Line-by-line breakdown:
- The script attempts to perform k-means clustering using `n_clusters` for k. The method uses greedy k-means to make several trials at each sampling step, ensuring that the best centroids are chosen. (note: `n_init` simply equals `1` in this context). Following the `fit_predict` method, the resulting clustering assignments are stored in `labels`.
- If k-means fails, then a single cluster is generated as a fallback using NumPy zero array. 


In [None]:
    # Cluster
    try:
        km = KMeans(n_clusters=k, random_state=random_state, n_init="auto")
        labels = km.fit_predict(X_reduced)
    except Exception:
        # Fallback: single cluster
        labels = np.zeros(n_samples, dtype=int)

## 3.6 - Normalizing Labels and Return
This section normalizes the resulting clustering assignments and returns the assignments.

Line-by-line breakdown:
- Iterate through each label produced by clustering, ensure that the label is an integer, create a set of unique cluster IDs and sort the labels.
- Map old labels to the new normalized labels.
- Convert the mapping into a NumPy array.
- Return the resulting clustering assignments.

Note: Normalization is done per category since each category is clustered independently. The IDs are local instead of global, which is useful for naming and UI grouping. This is also one of the reasons why using `LabelEncoder` would be ineffective.

In [None]:
    # Normalize labels to 0..C-1 per category
    unique_raw = sorted(set(int(l) for l in labels))
    raw_to_new = {raw: i for i, raw in enumerate(unique_raw)}
    labels_norm = np.array([raw_to_new[int(l)] for l in labels], dtype=int)

    return labels_norm

## 4 - Core Value-Based Clustering Logic
This section is responsible for an alternate clustering method, using attribute values instead of sparsity. The non-public function `_cluster_products_within_category_value` accepts three arguments: a Pandas DataFrame object `cat_df`, a list of strings `attr_cols`, and an integer `random_state`. In practice, `cat_df` is a subset of the primary dataset containing only the rows within the category of items to be clustered. Future versions of this project will generalize this logic so that attribute layers can be built using other attribute layers, instead of just item categories. Moving on, `attr_cols` is a list of columns to be considered as attributes for clustering. This object is the returned object from the previous helper function `_select_attribute_columns`. Lastly, `random_state` is used as the seed for the sklearn functions for reproducibility. The function returns a NumPy array of integer labels, corresponding to the cluster assignments for each row in `cat_df`. 
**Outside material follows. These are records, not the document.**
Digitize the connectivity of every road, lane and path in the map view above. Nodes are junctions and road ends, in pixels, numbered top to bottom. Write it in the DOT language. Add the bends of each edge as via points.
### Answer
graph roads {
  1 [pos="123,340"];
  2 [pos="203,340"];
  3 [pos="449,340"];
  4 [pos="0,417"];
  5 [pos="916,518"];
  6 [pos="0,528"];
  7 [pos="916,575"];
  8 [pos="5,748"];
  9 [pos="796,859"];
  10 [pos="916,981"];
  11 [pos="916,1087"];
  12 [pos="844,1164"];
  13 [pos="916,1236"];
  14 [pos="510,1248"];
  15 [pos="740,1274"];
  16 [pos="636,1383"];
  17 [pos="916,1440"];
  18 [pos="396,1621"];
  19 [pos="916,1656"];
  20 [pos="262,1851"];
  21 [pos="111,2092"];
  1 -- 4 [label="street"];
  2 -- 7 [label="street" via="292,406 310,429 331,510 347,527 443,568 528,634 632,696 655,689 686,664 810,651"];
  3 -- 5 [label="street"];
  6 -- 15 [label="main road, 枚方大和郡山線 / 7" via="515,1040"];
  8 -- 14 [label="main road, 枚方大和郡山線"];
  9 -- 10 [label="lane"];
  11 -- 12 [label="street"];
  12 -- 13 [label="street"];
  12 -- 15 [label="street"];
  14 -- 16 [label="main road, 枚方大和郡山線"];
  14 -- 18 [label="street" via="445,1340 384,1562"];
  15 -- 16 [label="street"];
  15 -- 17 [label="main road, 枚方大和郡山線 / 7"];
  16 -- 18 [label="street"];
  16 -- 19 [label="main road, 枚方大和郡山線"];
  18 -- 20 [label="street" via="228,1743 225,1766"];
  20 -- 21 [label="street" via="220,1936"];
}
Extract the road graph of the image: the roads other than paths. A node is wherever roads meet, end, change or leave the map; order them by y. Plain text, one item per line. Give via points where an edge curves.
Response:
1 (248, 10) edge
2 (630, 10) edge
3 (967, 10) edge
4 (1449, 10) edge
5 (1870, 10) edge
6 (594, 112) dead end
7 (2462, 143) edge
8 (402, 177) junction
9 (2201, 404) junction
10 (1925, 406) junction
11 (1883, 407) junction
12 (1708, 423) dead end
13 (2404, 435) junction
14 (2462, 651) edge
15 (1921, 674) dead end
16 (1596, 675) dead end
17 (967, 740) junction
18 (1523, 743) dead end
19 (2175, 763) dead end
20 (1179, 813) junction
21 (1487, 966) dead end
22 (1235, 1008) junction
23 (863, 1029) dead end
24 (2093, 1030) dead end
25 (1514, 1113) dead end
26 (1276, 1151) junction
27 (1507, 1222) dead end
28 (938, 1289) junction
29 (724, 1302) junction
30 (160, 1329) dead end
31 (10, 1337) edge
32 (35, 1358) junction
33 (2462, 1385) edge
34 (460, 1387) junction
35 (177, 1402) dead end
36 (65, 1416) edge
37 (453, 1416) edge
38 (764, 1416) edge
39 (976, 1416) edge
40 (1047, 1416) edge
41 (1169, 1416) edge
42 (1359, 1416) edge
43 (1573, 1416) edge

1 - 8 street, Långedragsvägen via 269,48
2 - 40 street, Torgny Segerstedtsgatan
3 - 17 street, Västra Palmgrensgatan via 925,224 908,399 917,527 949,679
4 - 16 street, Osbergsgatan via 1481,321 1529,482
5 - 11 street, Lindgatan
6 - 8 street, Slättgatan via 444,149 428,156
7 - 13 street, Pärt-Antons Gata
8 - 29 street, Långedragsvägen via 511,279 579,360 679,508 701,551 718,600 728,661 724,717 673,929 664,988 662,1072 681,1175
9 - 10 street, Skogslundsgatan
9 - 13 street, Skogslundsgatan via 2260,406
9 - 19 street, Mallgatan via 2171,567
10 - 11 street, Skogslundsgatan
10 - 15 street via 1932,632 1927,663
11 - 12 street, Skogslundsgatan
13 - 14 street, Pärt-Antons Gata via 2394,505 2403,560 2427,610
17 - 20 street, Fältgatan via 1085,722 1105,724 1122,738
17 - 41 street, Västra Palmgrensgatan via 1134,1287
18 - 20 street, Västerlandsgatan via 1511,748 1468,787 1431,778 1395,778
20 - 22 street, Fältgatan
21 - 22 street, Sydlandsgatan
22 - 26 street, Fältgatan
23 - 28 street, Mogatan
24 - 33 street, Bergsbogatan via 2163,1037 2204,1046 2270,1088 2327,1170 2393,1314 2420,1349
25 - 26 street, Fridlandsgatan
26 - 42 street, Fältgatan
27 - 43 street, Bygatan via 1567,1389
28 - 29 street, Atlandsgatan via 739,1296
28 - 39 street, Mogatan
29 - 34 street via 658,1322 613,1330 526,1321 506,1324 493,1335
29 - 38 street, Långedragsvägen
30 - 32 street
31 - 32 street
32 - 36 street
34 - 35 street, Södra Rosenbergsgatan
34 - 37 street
Due to the size of the function, it will be broken down into chunks of line-by-line explanations, rather than one giant breakdown. This first snippet is just the function signature and docstring.

In [None]:
def _cluster_products_within_category_value(
    cat_df: pd.DataFrame,
    attr_cols: List[str],
    random_state: int = 42,
) -> np.ndarray:
    """
    Cluster products within a single category using attribute VALUES
    (not just presence/absence).

    Parameters
    ----------
    cat_df :
        Subset of the dataframe containing only rows for a single category.
    attr_cols :
        Columns to treat as attributes.
    random_state :
        Seed for KMeans and SVD.

    Returns
    -------
    np.ndarray
        An array of integer labels (cluster ids) with length len(cat_df).
    """

## 4.1 - Degenerate Guard
This section is a failsafe to ensure that downstream code never crashes from empty arguments `attr_cols` and `cat_df`.

Line-by-line breakdown:
- If `attr_cols` does not exist OR `cat_df` is an empty dataframe, a single cluster "0" is created and every row is assigned to that cluster. The function returns this cluster assignment immediately.

In [None]:
    if not attr_cols or cat_df.empty:
        return np.zeros(len(cat_df), dtype=int)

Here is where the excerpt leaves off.